You love Costco—until you hit the checkout line. We’ve all been there: the cart is overflowing, the line stretches into the frozen food aisle, and the “bulk-buy regret” starts to set in.
Now, imagine walking up, tapping your membership card, and paying in seconds—all without unloading a single heavy crate of seltzer onto a conveyor belt. Costco is officially testing a way to make that a reality.
Instead of waiting your turn and then unloading your entire cart like you’re prepping for a mini warehouse audit, the process starts earlier. While you’re still in line, an employee scans everything in your cart.
So by the time you finally reach the front, your items are already in the system and your total is ready. All you do is scan your membership and pay.
But you’re still not skipping the line (yet)
Before you get too excited, this isn’t full “walk in, walk out” shopping.
Unlike Sam’s Club, where you can scan items as you shop and leave without stopping, Costco still makes you go through a checkout point. The main goal is to speed up the checkout time, not the entire shopping process.

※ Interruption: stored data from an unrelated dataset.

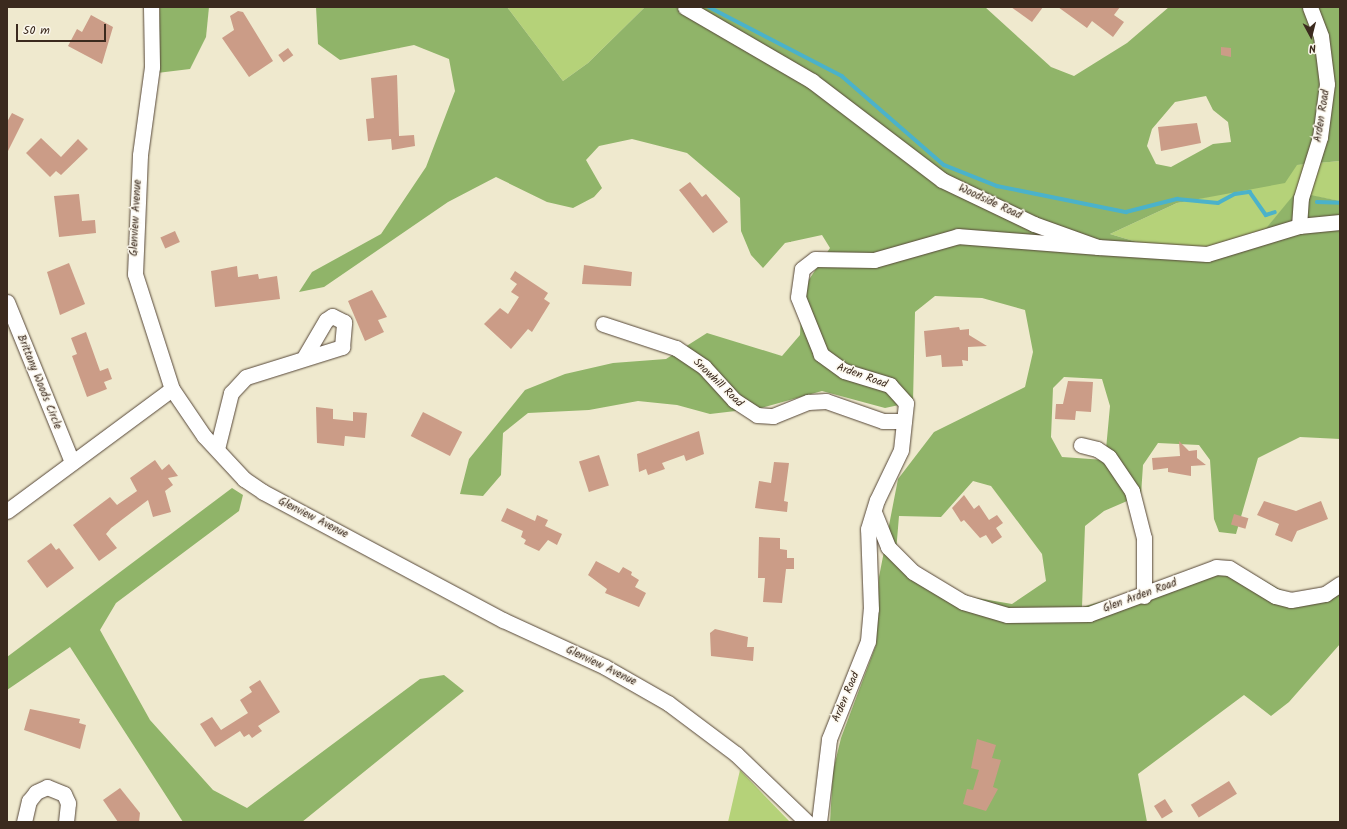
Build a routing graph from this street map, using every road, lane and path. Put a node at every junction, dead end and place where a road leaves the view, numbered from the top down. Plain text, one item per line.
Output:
1 (152, 7) edge
2 (685, 7) edge
3 (1310, 7) edge
4 (1340, 222) edge
5 (1299, 226) junction
6 (1098, 247) junction
7 (7, 302) edge
8 (603, 324) dead end
9 (305, 356) dead end
10 (172, 389) junction
11 (904, 421) junction
12 (1081, 445) dead end
13 (217, 449) junction
14 (72, 462) junction
15 (7, 510) edge
16 (874, 512) junction
17 (1340, 584) edge
18 (1144, 596) junction
19 (24, 822) edge
20 (66, 822) edge
21 (807, 822) edge
22 (819, 822) edge

1 - 10 street, Glenview Avenue
2 - 6 street, Woodside Road
3 - 5 street, Arden Road
4 - 5 street, Woodside Road
5 - 6 street, Woodside Road
6 - 11 street, Arden Road
7 - 14 street, Brittany Woods Circle
8 - 11 street, Snowhill Road
9 - 13 street
10 - 13 street, Glenview Avenue
10 - 14 street
11 - 16 street, Arden Road
12 - 18 street
13 - 21 street, Glenview Avenue
14 - 15 street
16 - 18 street, Glen Arden Road
16 - 22 street, Arden Road
17 - 18 street, Glen Arden Road
19 - 20 street

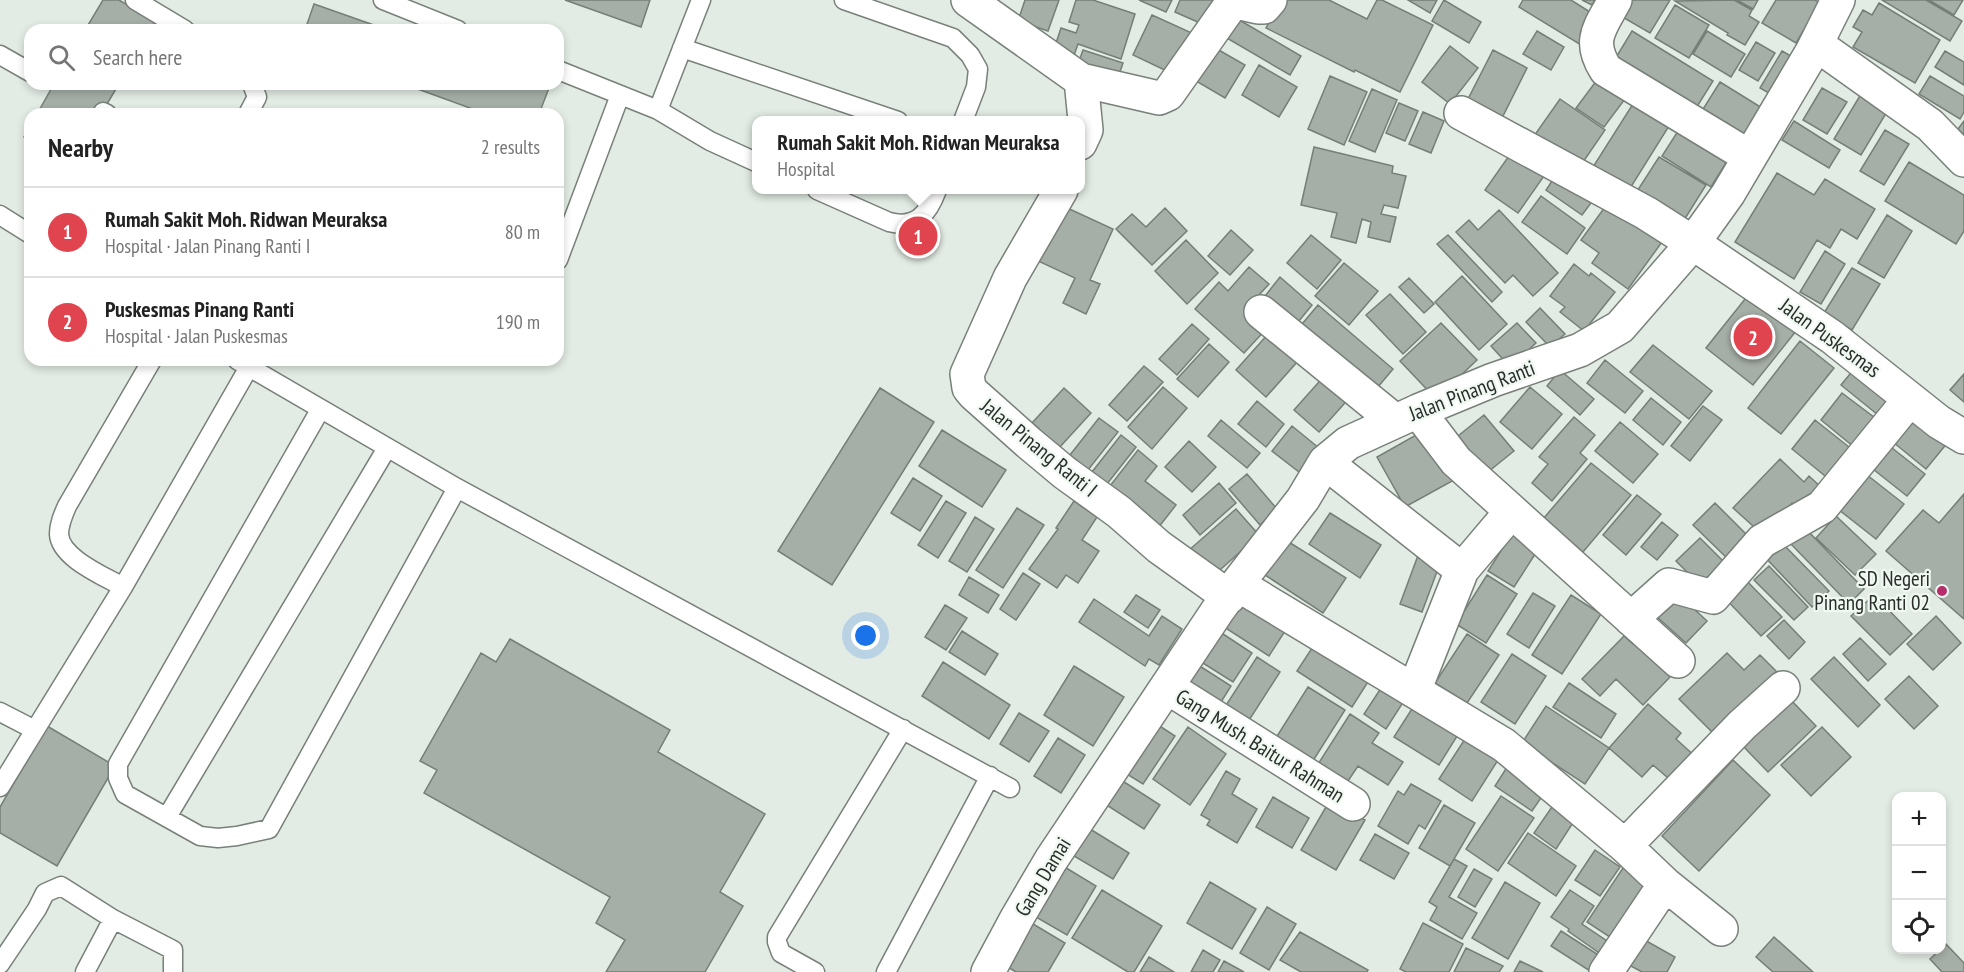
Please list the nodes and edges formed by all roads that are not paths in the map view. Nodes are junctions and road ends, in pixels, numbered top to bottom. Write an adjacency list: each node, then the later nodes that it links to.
1 (135, 0): 9 (lane)
2 (383, 0): 10 (lane)
3 (701, 0): 12 (lane)
4 (844, 0): 23 (lane)
5 (968, 0): 16 (street)
6 (1270, 0): 16 (street)
7 (1615, 0): 25 (street)
8 (1830, 3): 11 (street, Jalan Pinang Ranti)
9 (175, 24)
10 (443, 24)
11 (1816, 44): 25 (street, Jalan Pinang Ranti); 27 (street)
12 (682, 48): 20 (lane); 22 (lane)
13 (0, 55): 14 (lane)
14 (24, 69)
15 (564, 72): 18 (lane)
16 (1081, 80): 24 (street)
17 (254, 90): 19 (lane)
18 (620, 95): 20 (lane); 34 (lane)
19 (251, 108)
20 (658, 110): 26 (lane)
21 (1461, 113): 33 (street, Jalan Puskesmas)
22 (886, 116)
23 (965, 116)
24 (1085, 116)
25 (1750, 157): 33 (street, Jalan Pinang Ranti)
26 (752, 160)
27 (1964, 160)
28 (828, 194): 29 (lane)
29 (935, 194)
30 (1058, 194): 49 (street, Jalan Pinang Ranti I)
31 (0, 215): 32 (lane)
32 (24, 230)
33 (1693, 243): 39 (street, Jalan Puskesmas); 41 (street, Jalan Pinang Ranti)
34 (564, 245)
35 (1261, 312): 41 (street)
36 (149, 366): 48 (lane)
37 (242, 366): 48 (lane)
38 (246, 366): 40 (lane)
39 (1910, 399): 42 (street, Jalan Puskesmas); 50 (street)
40 (320, 410): 43 (lane); 63 (lane)
41 (1406, 416): 44 (street, Jalan Pinang Ranti); 46 (street)
42 (1964, 437)
43 (387, 448): 45 (lane); 63 (lane)
44 (1326, 462): 47 (street); 49 (street, Jalan Pinang Ranti)
45 (457, 488): 56 (lane); 63 (lane)
46 (1511, 512): 47 (street); 50 (street)
47 (1462, 570): 54 (street)
48 (123, 587): 57 (lane)
49 (1233, 590): 52 (street, Jalan Pinang Ranti); 54 (street, Jalan Pinang Ranti I)
50 (1631, 619): 51 (street)
51 (1678, 661)
52 (1167, 687): 59 (street, Jalan Pinang Ranti); 62 (street, Gang Mush. Baitur Rahman)
53 (1783, 688): 64 (street)
54 (1414, 691): 64 (street, Jalan Pinang Ranti I)
55 (0, 712): 57 (lane)
56 (903, 729): 58 (lane); 71 (lane)
57 (35, 730): 60 (lane)
58 (990, 776): 61 (lane); 72 (lane)
59 (1102, 784): 73 (street, Gang Damai)
60 (0, 787)
61 (1010, 788)
62 (1353, 804)
63 (167, 818)
64 (1625, 846): 65 (street, Jalan Pinang Ranti I)
65 (1665, 884): 67 (street, Jalan Pinang Ranti I); 74 (street)
66 (113, 919): 68 (lane); 69 (lane); 70 (lane)
67 (1721, 929)
68 (0, 964)
69 (86, 972)
70 (173, 972)
71 (815, 972)
72 (885, 972)
73 (988, 972)
74 (1606, 972)

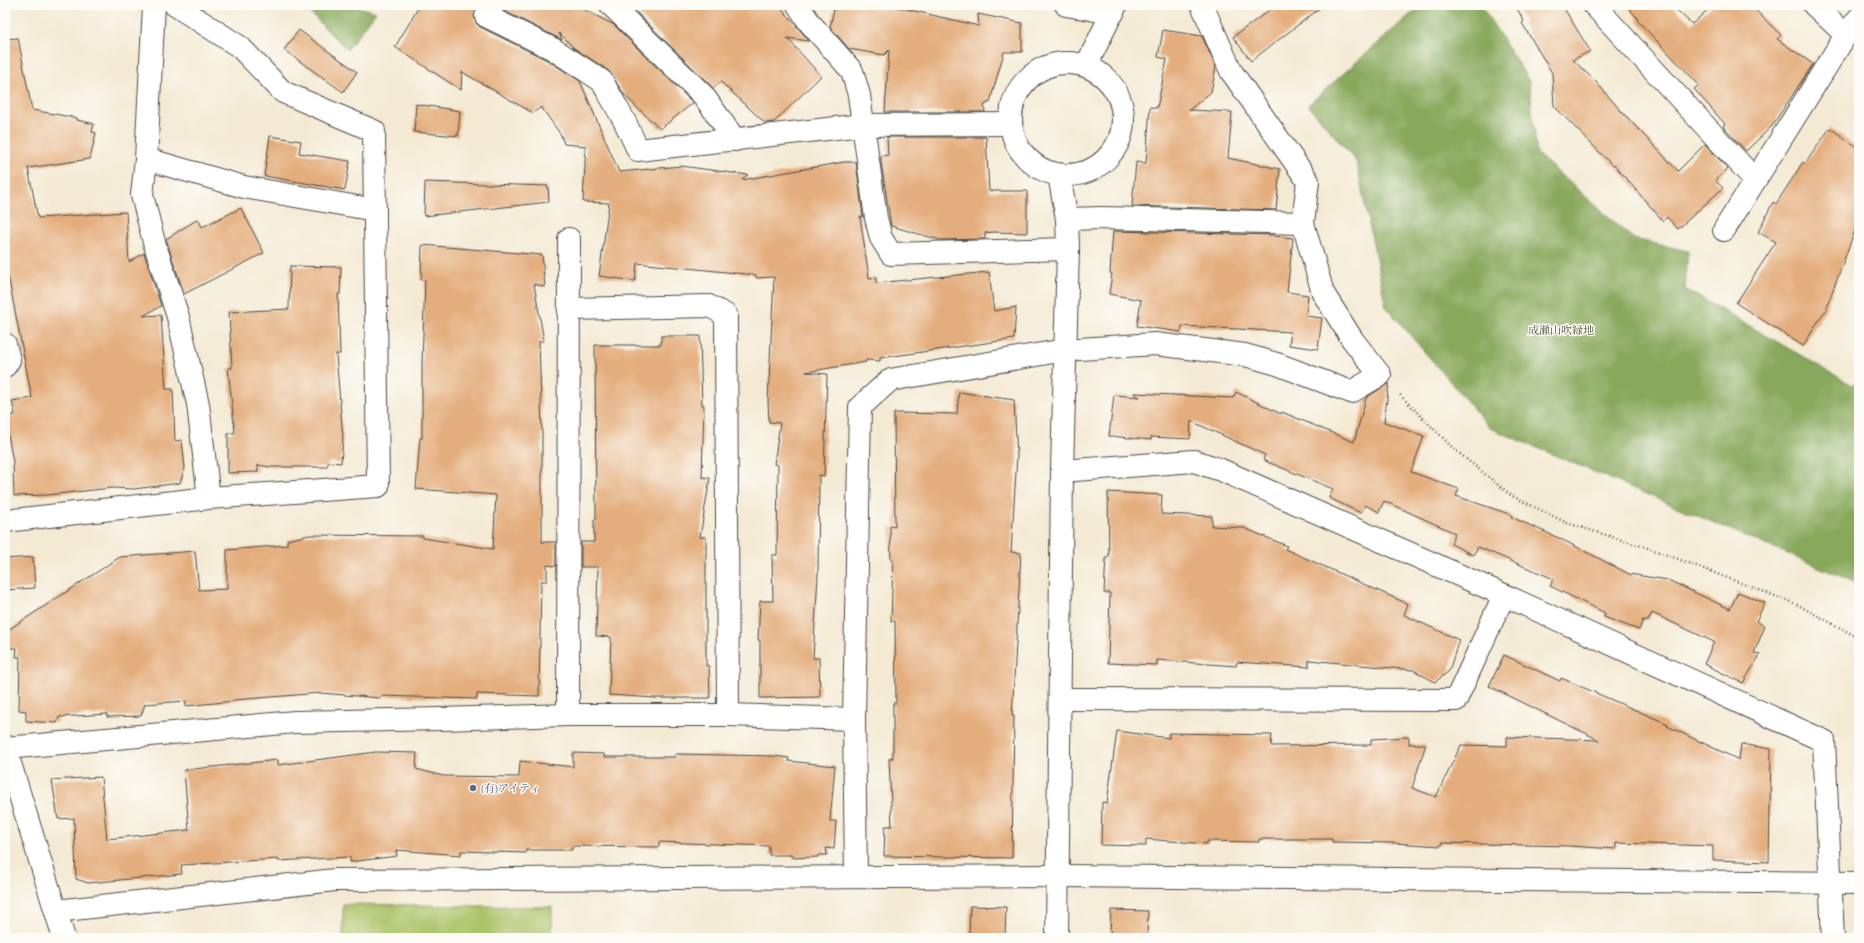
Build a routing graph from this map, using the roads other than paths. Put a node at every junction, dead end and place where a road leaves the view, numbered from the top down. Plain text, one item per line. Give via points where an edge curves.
1 (154, 5) edge
2 (175, 5) edge
3 (493, 5) edge
4 (611, 5) edge
5 (798, 5) edge
6 (1066, 5) edge
7 (1202, 5) edge
8 (1594, 5) edge
9 (1814, 5) edge
10 (1114, 9) edge
11 (1853, 26) edge
12 (1086, 66) junction
13 (1011, 124) junction
14 (863, 125) junction
15 (734, 140) junction
16 (146, 159) junction
17 (1059, 175) junction
18 (1755, 180) junction
19 (375, 210) junction
20 (1067, 219) junction
21 (1303, 223) junction
22 (1724, 230) dead end
23 (569, 239) dead end
24 (1068, 249) junction
25 (568, 309) junction
26 (5, 344) edge
27 (1065, 350) junction
28 (5, 366) edge
29 (1062, 471) junction
30 (209, 498) junction
31 (5, 521) edge
32 (1504, 595) junction
33 (1060, 699) junction
34 (568, 715) junction
35 (728, 715) junction
36 (854, 719) junction
37 (5, 748) edge
38 (856, 876) junction
39 (1058, 876) junction
40 (1831, 882) junction
41 (1859, 883) edge
42 (56, 911) junction
43 (64, 938) edge
44 (1057, 938) edge
45 (1833, 938) edge

1 - 16 street
2 - 19 street via 240,48 283,92 374,131
3 - 15 street via 486,16 553,49 602,81 638,150
4 - 15 street via 703,95
5 - 14 street via 809,22 852,71 859,95
6 - 10 street
7 - 21 street via 1231,71 1308,181
8 - 18 street
9 - 11 street
10 - 12 street
11 - 18 street
12 - 13 street via 1068,63 1049,66 1032,75 1020,89 1012,106
12 - 17 street via 1100,74 1112,86 1120,100 1124,116 1122,133 1116,148 1105,161 1091,170 1075,175
13 - 14 street
13 - 17 street via 1016,142 1026,157 1041,169
14 - 15 street
14 - 24 street via 880,238 891,254
16 - 19 street via 244,187
16 - 30 street via 142,195 178,317 196,397
17 - 20 street
18 - 22 street
19 - 30 street via 378,486
20 - 21 street
20 - 24 street
21 - 27 street via 1323,293 1352,339 1380,375 1351,392 1246,355 1155,344
23 - 25 street
24 - 27 street
25 - 34 street
25 - 35 street via 709,306 726,315
26 - 28 street via 8,360
27 - 29 street
27 - 36 street via 890,380 860,407
29 - 32 street via 1194,461 1221,470
29 - 33 street
30 - 31 street
32 - 33 street via 1456,700
32 - 40 street via 1824,741
33 - 39 street
34 - 35 street
34 - 37 street via 295,722
35 - 36 street
36 - 38 street
37 - 42 street
38 - 39 street
38 - 42 street via 335,880
39 - 40 street
39 - 44 street
40 - 41 street
40 - 45 street
42 - 43 street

So yes, the bottleneck is not entirely gone. But once you reach the front, it moves way faster.
Why Costco is doing this now
Costco has always been great at pricing and bulk value. Speed? Not so much.
But competitors have been moving faster. Sam’s Club already lets customers scan items while shopping and pay directly in the app. This way, traditional checkout is skipped entirely.
Costco’s move feels like a direct response to its competition as well as to shoppers’ complaints about the long checkout lines that have always been part of the experience at the retailer’s.
Executives say early tests are already improving how quickly people move through stores.
Right now, it’s only being tested in select locations, including stores in places like Connecticut. No official word yet on when it will roll out everywhere, but if it works the way it’s supposed to, it is hard to imagine Costco not expanding it.
Because once people experience a faster checkout, there’s no going back really.